Also, more internationally, there has been appreciation for the art and design that has emerged from the unique circumstances of Sri Lanka over time, from the tropical modernist style of late architect Jeffrey Bawa to the male erotica of Colombo-born photographer Lionel Went. Among the many modern talents in the country is fashion designer Amesh Wijesekera. AmeshWijesekera works with artisan craft textiles and dead stock fabrics left behind in Sri Lankan factories to produce boundary broken pieces that address the gender identity and sexual identity of South Asia. Sri Lanka's first international tourism campaign over a decade and expansion of its visa-free entry program since 2023 have contributed to the rebound of visitors, with over 2 million arrivals and a 38% increase last year. Many of them feel that the Colombo gallery and restaurant scene and its new designer hotel are just as tempting to draw as they do with Sri Lanka's famous tea trails and Southern Surfing Beach.

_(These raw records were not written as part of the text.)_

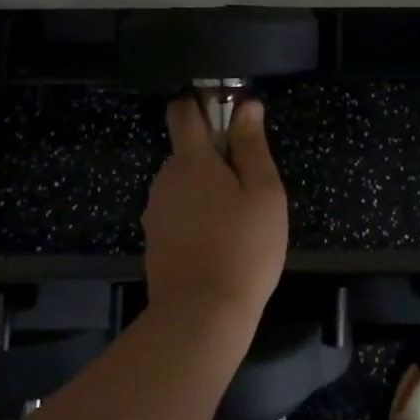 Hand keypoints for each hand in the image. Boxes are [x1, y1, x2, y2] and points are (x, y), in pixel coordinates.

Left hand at [142, 97, 288, 330]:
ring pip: (185, 184)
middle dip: (217, 157)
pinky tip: (221, 242)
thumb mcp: (263, 192)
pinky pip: (179, 212)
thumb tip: (246, 106)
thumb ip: (252, 146)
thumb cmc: (242, 247)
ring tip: (241, 219)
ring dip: (209, 190)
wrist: (200, 317)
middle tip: (252, 185)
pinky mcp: (156, 240)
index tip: (228, 112)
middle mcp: (165, 179)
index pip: (183, 112)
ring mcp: (156, 212)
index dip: (202, 103)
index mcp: (191, 160)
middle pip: (188, 151)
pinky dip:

Here, four Colombo Insiders offer tours of locations promoting a new sense of optimism in the city. “As an archaeologist, I can say that the island has been accepting international people since the 3rd century BC,” says Weerasinghe. “It's written in our cultural genes because it has been a cosmopolitan place for thousands of years and for centuries.”
insider
Trained as an architect, Shayari de Silva He is the main curator of Geoffrey Bawa Trust. She also performs a pottery practice called clay bodies.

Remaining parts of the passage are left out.